* [Listed records]
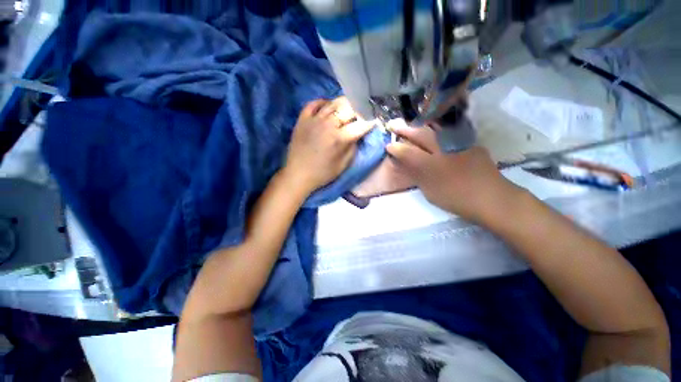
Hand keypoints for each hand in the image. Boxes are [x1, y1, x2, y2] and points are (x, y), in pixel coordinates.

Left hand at [284, 97, 373, 193]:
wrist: (298, 174)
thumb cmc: (323, 173)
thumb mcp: (343, 165)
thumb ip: (353, 148)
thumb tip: (357, 135)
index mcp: (339, 138)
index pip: (360, 125)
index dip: (370, 122)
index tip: (374, 121)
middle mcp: (328, 124)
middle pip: (348, 109)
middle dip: (359, 110)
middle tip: (361, 114)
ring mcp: (314, 119)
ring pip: (333, 103)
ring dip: (343, 104)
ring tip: (348, 108)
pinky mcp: (302, 119)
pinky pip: (313, 103)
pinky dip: (323, 102)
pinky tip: (328, 106)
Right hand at [386, 123, 523, 223]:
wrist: (491, 197)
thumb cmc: (456, 198)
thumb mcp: (429, 191)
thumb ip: (416, 175)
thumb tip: (404, 165)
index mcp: (430, 165)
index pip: (407, 152)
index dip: (396, 148)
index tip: (388, 145)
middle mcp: (442, 149)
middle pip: (420, 134)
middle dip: (404, 128)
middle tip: (392, 124)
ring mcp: (457, 143)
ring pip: (435, 128)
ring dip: (419, 124)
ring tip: (410, 121)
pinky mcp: (469, 142)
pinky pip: (448, 131)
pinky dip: (436, 128)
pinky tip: (433, 129)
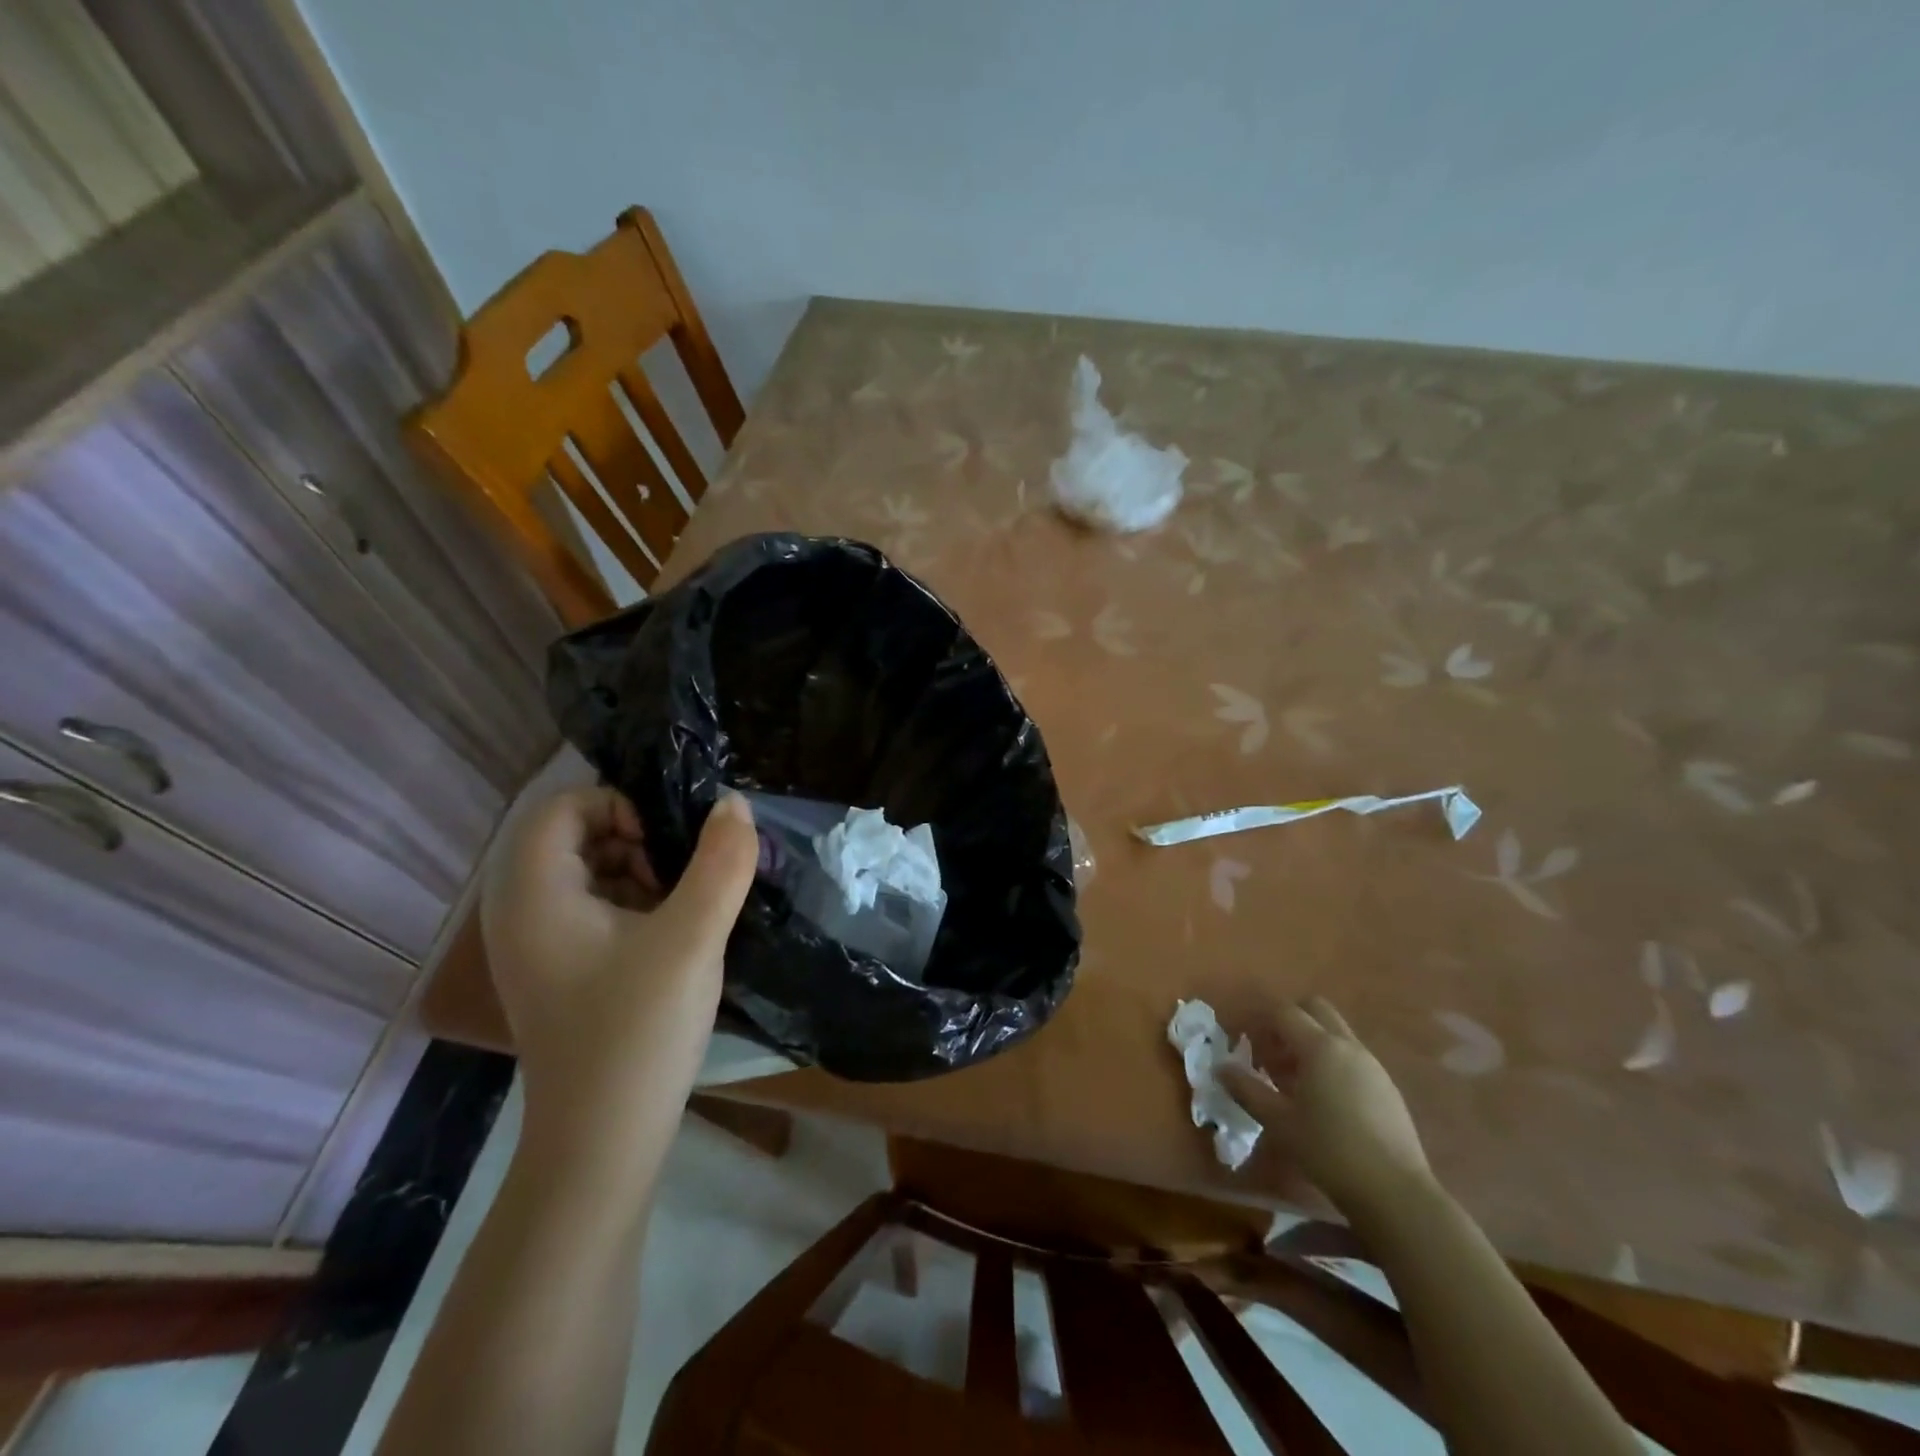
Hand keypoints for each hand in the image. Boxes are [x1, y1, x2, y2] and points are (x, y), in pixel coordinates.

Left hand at [481, 787, 757, 1151]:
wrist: (602, 1143)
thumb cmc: (639, 1031)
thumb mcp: (692, 938)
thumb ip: (721, 863)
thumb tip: (734, 803)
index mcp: (534, 895)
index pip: (563, 806)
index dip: (620, 807)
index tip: (667, 846)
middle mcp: (521, 912)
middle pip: (573, 835)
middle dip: (635, 839)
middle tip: (680, 877)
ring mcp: (536, 945)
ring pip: (587, 871)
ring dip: (638, 871)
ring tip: (681, 908)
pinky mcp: (558, 969)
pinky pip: (591, 907)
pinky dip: (631, 903)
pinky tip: (669, 937)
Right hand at [1228, 997, 1432, 1215]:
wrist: (1396, 1192)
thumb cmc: (1329, 1151)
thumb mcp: (1279, 1122)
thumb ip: (1247, 1090)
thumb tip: (1220, 1069)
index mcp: (1319, 1047)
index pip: (1284, 1012)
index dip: (1261, 1021)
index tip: (1247, 1043)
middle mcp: (1348, 1046)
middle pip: (1316, 1009)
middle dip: (1290, 1021)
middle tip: (1273, 1053)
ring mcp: (1372, 1065)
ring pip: (1336, 1033)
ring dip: (1312, 1043)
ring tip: (1295, 1082)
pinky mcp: (1388, 1087)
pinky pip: (1353, 1057)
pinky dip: (1333, 1063)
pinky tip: (1326, 1101)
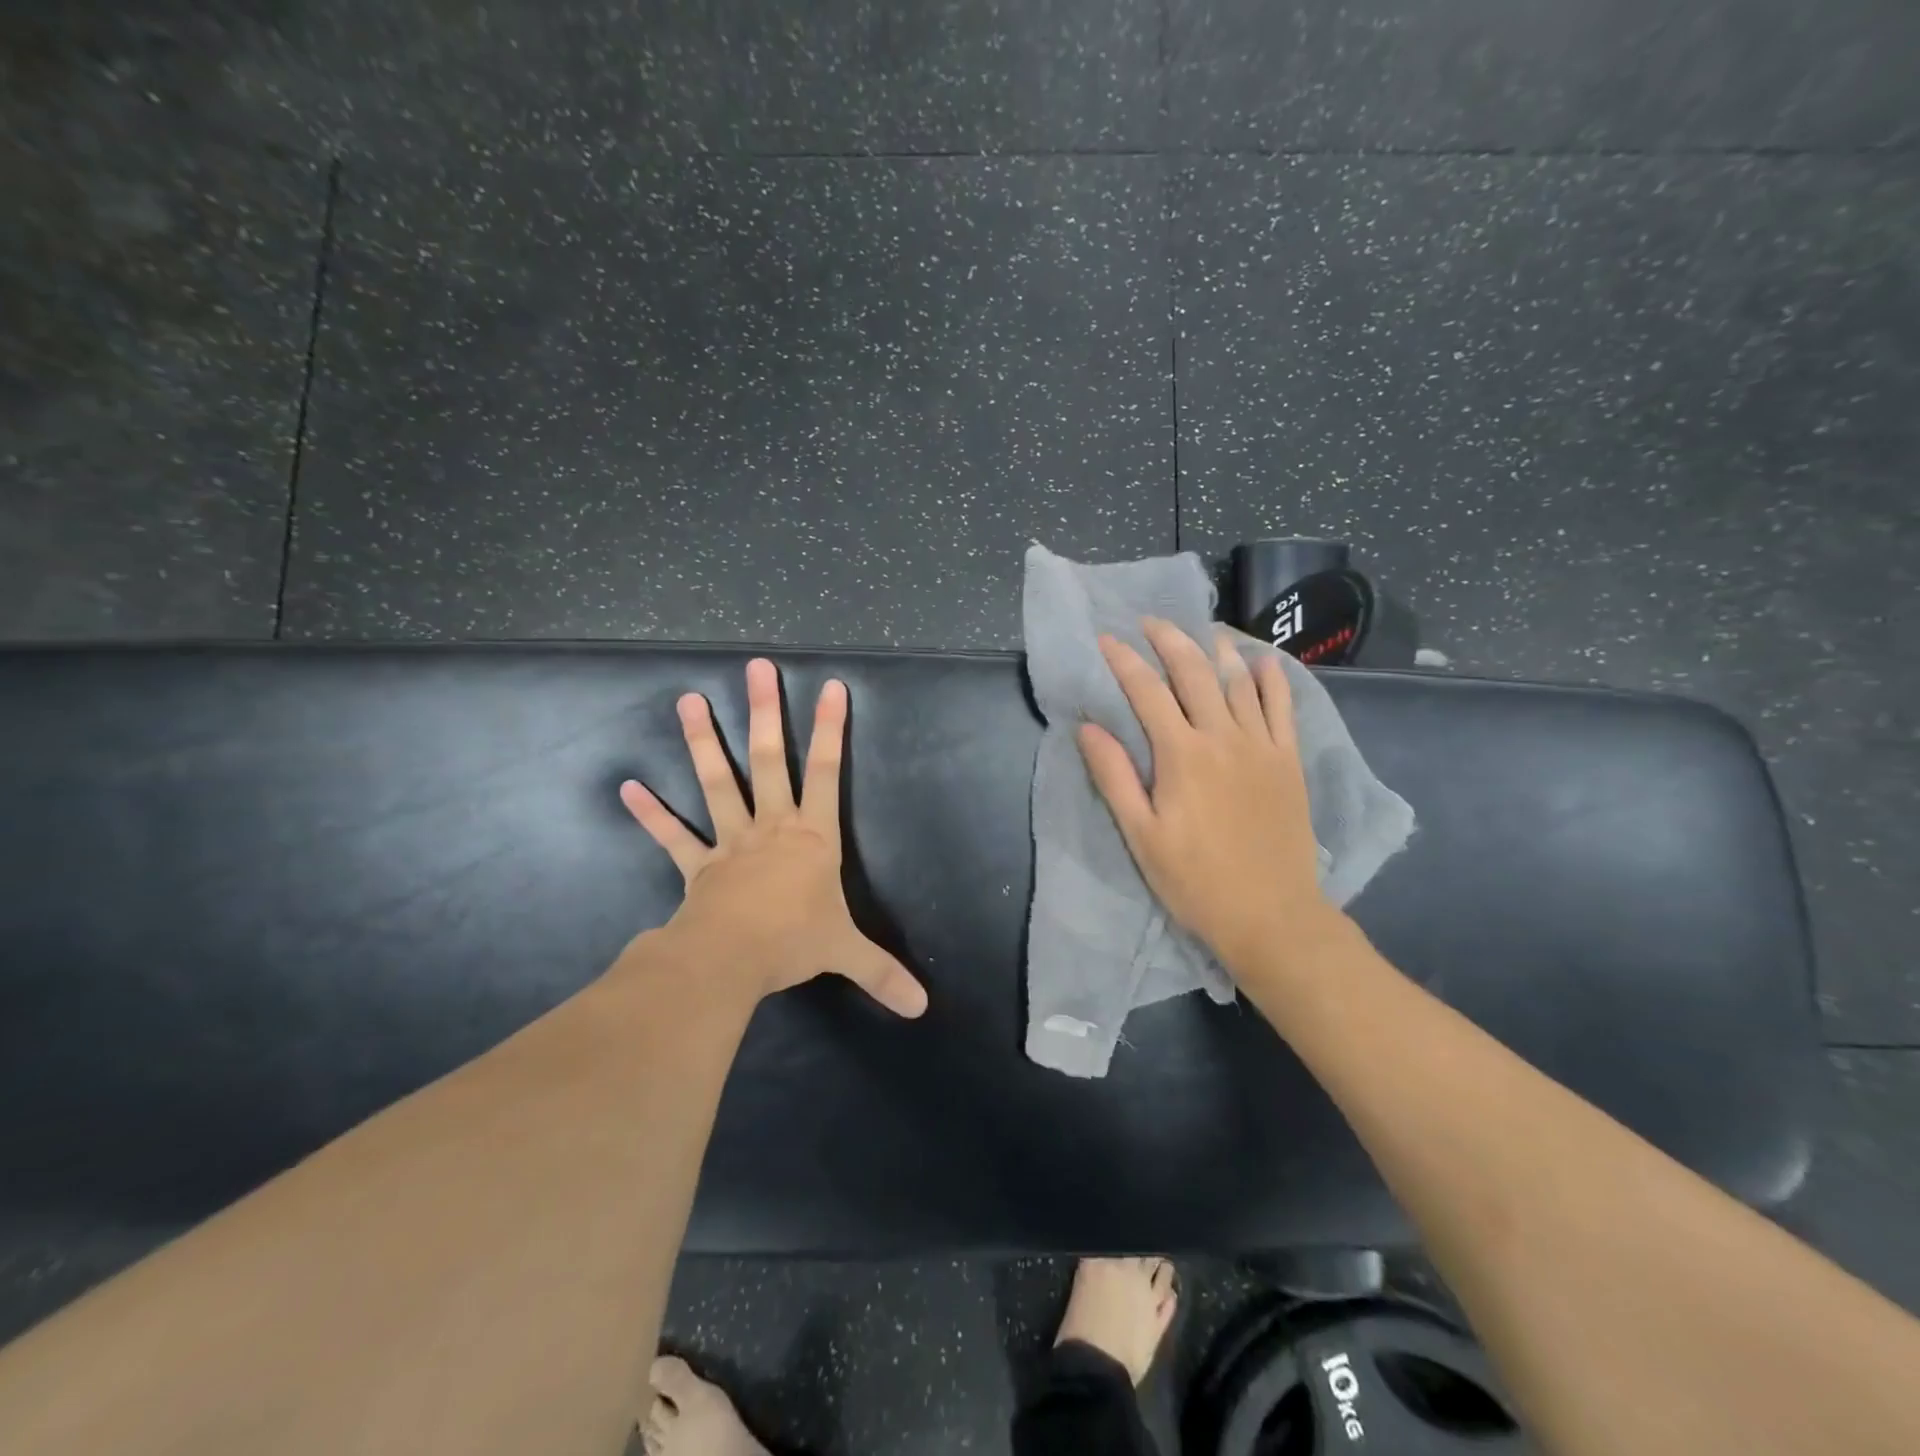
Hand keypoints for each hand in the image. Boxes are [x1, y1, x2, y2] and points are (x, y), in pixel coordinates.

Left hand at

* [About this exercise]
What you write out is the stretch of entries from the line containing "thumb ip: (353, 148)" to the line containing "thumb cmc: (639, 1031)", word for word, with both end lines and no pictures.

* [Reply to the exercise]
thumb ip: (353, 148)
thumb tip: (357, 135)
index mcp: (339, 138)
index pip: (360, 125)
index dip: (370, 122)
index tip: (374, 121)
middle mcp: (328, 124)
middle pip: (348, 109)
middle dip: (359, 110)
middle tip: (361, 114)
ring mcp: (314, 119)
ring pip: (333, 103)
ring dip: (343, 104)
ring tip: (348, 108)
pinky mcp: (302, 119)
pinky pip: (313, 103)
pinky dip: (323, 102)
pinky tip: (328, 106)
Right hand at [386, 123, 523, 223]:
wrist: (491, 197)
thumb cmc: (456, 198)
thumb mcp: (429, 191)
thumb ip: (416, 175)
thumb tip: (404, 165)
index mcp: (430, 165)
index pip: (407, 152)
index dip: (396, 148)
index tip: (388, 145)
middle mcp: (442, 149)
middle pip: (420, 134)
middle dip: (404, 128)
middle tip: (392, 124)
ring mcp: (457, 143)
ring pip: (435, 128)
ring dip: (419, 124)
ring tip: (410, 121)
pinky mcp: (469, 142)
pinky pip: (448, 131)
pinky dip: (436, 128)
pinky tip: (433, 129)
Hand keypoints for each hand in the image. Boxes are [x1, y1, x2, y2] and points are (x, y), in pixel coordinates.

Left hand at [481, 787, 757, 1151]:
wrist: (602, 1143)
thumb cmc: (639, 1031)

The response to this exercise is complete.